There was a time when school children were required to starch their uniforms if they wanted it to look crisp, neat and smart.

So we made starch from tapioca flour. I used to do that. I mixed some tapioca flour with a little water to make a nice thick paste and while I waited for the water to boil in the kettle I would pinch little pieces of the chalk white mixture from the bowl and let it drop onto the window sill. It would form into little blobs and it was these blobs that fascinated me. They were not quite liquid nor were they quite solid. They were in between. Like mercury, almost.

I would blow at them and they would roll and quiver as the sun shone on them. Sometimes I would nudge them gently with my finger and they would do a little roll, quiver and then come to rest in a blob. Sometimes I would let a big blob drop to the floor and watch it break into a million blobs dots. They looked almost like sago granules. I would do this in complete fascination and it would hold my attention for quite a while until the water came to a boil.

And when I added the hot boiling water it would turn completely translucent after a few stirrings and that was what I used to starch my uniform with, by soaking it in the liquid starch, hanging the slimy thing out to dry in the sun, ironed it to a crisp and that was the cardboard that I marched to school in everyday almost all of my primary school life.

Over the years as I moved upwards and life progressed my spinach green, box pleated, cotton pinafores of my primary years gave way to a synthetic fabric in a bright turqoise blue which did not require starching.

But starch was something I continued to make with tapioca flour because that was what I used as gum for school art projects. It was exactly the same as the making of starch for my school uniform but very much thicker and gummier.

Then one day in the early days of my marriage whilst surviving mostly in a semi conscious state I ventured out into making some sago pudding, a much loved dessert. When I had boiled the white sago granules long enough and they had turned translucent, I poured them into moulds, chilled them in the refrigerator and one bite later I found that I had actually made starch. That was what it felt like and that was what it smelled like and that was what it tasted like. It was a childhood memory reincarnated into a face screwing pudding.
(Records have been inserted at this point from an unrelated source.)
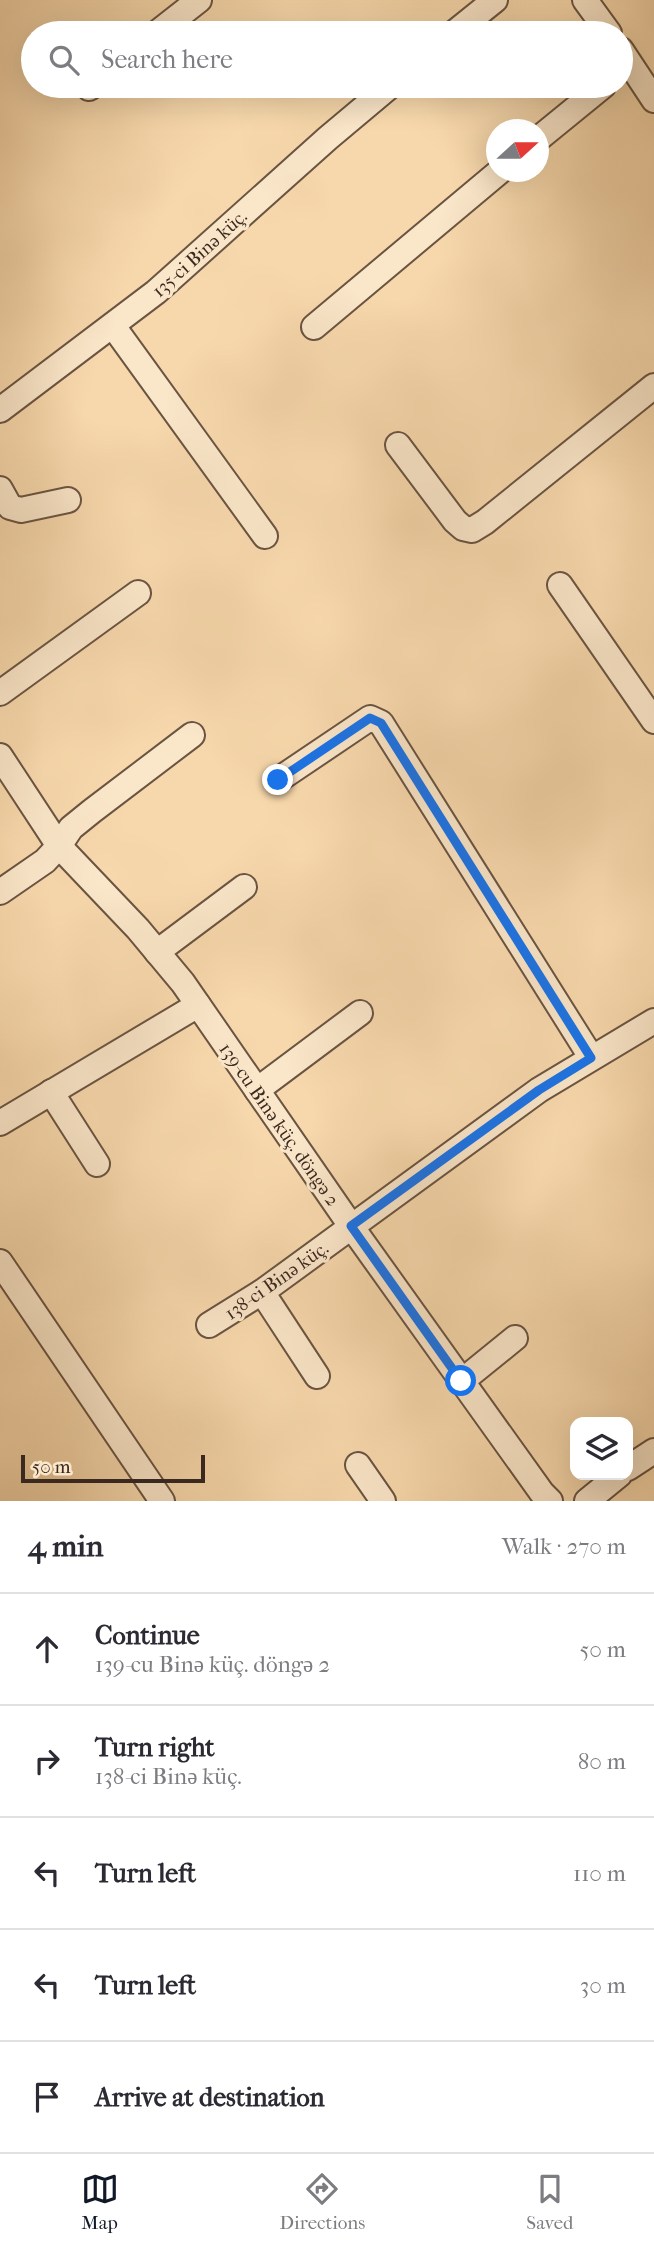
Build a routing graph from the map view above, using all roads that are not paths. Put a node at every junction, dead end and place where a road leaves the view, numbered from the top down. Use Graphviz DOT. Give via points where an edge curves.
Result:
graph roads {
  1 [pos="198,0"];
  2 [pos="585,0"];
  3 [pos="484,3"];
  4 [pos="172,21"];
  5 [pos="466,21"];
  6 [pos="600,21"];
  7 [pos="633,73"];
  8 [pos="376,98"];
  9 [pos="588,98"];
  10 [pos="654,100"];
  11 [pos="549,130"];
  12 [pos="487,182"];
  13 [pos="113,326"];
  14 [pos="314,327"];
  15 [pos="654,386"];
  16 [pos="0,410"];
  17 [pos="398,445"];
  18 [pos="0,489"];
  19 [pos="68,500"];
  20 [pos="265,536"];
  21 [pos="560,585"];
  22 [pos="138,593"];
  23 [pos="0,693"];
  24 [pos="654,720"];
  25 [pos="192,735"];
  26 [pos="0,755"];
  27 [pos="278,780"];
  28 [pos="59,846"];
  29 [pos="244,887"];
  30 [pos="0,892"];
  31 [pos="157,952"];
  32 [pos="198,1004"];
  33 [pos="360,1013"];
  34 [pos="654,1021"];
  35 [pos="591,1058"];
  36 [pos="257,1090"];
  37 [pos="51,1092"];
  38 [pos="0,1123"];
  39 [pos="97,1164"];
  40 [pos="351,1226"];
  41 [pos="0,1262"];
  42 [pos="262,1292"];
  43 [pos="209,1325"];
  44 [pos="515,1338"];
  45 [pos="317,1376"];
  46 [pos="461,1381"];
  47 [pos="654,1451"];
  48 [pos="358,1465"];
  49 [pos="633,1465"];
  50 [pos="614,1480"];
  51 [pos="162,1501"];
  52 [pos="383,1501"];
  53 [pos="550,1501"];
  54 [pos="587,1501"];
  1 -- 4 [label="street"];
  2 -- 6 [label="street"];
  3 -- 5 [label="street"];
  7 -- 10 [label="street"];
  8 -- 13 [label="street, 135-ci Binə küç."];
  9 -- 11 [label="street"];
  12 -- 14 [label="street"];
  13 -- 16 [label="street, 135-ci Binə küç."];
  13 -- 20 [label="street"];
  15 -- 17 [label="street" via="471,530 455,522"];
  18 -- 19 [label="street" via="10,507 21,510"];
  21 -- 24 [label="street"];
  22 -- 23 [label="street"];
  25 -- 28 [label="street" via="71,828"];
  26 -- 28 [label="street, 139-cu Binə küç. döngə 2"];
  27 -- 35 [label="street" via="370,718 381,723"];
  28 -- 30 [label="street"];
  28 -- 31 [label="street, 139-cu Binə küç. döngə 2"];
  29 -- 31 [label="street"];
  31 -- 32 [label="street, 139-cu Binə küç. döngə 2"];
  32 -- 36 [label="street, 139-cu Binə küç. döngə 2"];
  32 -- 37 [label="street"];
  33 -- 36 [label="street"];
  34 -- 35 [label="street, 138-ci Binə küç."];
  35 -- 40 [label="street, 138-ci Binə küç." via="539,1090"];
  36 -- 40 [label="street, 139-cu Binə küç. döngə 2"];
  37 -- 38 [label="street"];
  37 -- 39 [label="street"];
  40 -- 42 [label="street, 138-ci Binə küç."];
  40 -- 46 [label="street, 139-cu Binə küç. döngə 2"];
  41 -- 51 [label="street"];
  42 -- 43 [label="street, 138-ci Binə küç."];
  42 -- 45 [label="street"];
  44 -- 46 [label="street"];
  46 -- 53 [label="street, 139-cu Binə küç. döngə 2"];
  47 -- 49 [label="street"];
  48 -- 52 [label="street"];
  50 -- 54 [label="street"];
}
I threw it away.


But after life shook me by the shoulders a few months and years later, snapping me out of my state of enlightenment, by handing me a complete stranger in the form of a shrieking baby and more babies and more babies later I became animated and adventurous and discovered through experimentation that the secret to making a good sago pudding that doesn't taste like a big blob of starch/gum for an art project was to simply rid it of excess starch.


And that was exactly what I did. I rid it of the excess starch and the sago pudding became magically edible worthy and deserving of a rich and thick dark palm sugar syrup and creamy coconut milk flowing down its sides and resting in a divine pool around it.

I have never looked back since (whatever that means) and every time I came across someone who made starch instead of sago pudding and lamented about it I remained tight lipped and refused to share my little secret. I revelled meanly at her perplexed state and offered no suggestions. (I'm feeling guilty right now..heh..repent Zurin).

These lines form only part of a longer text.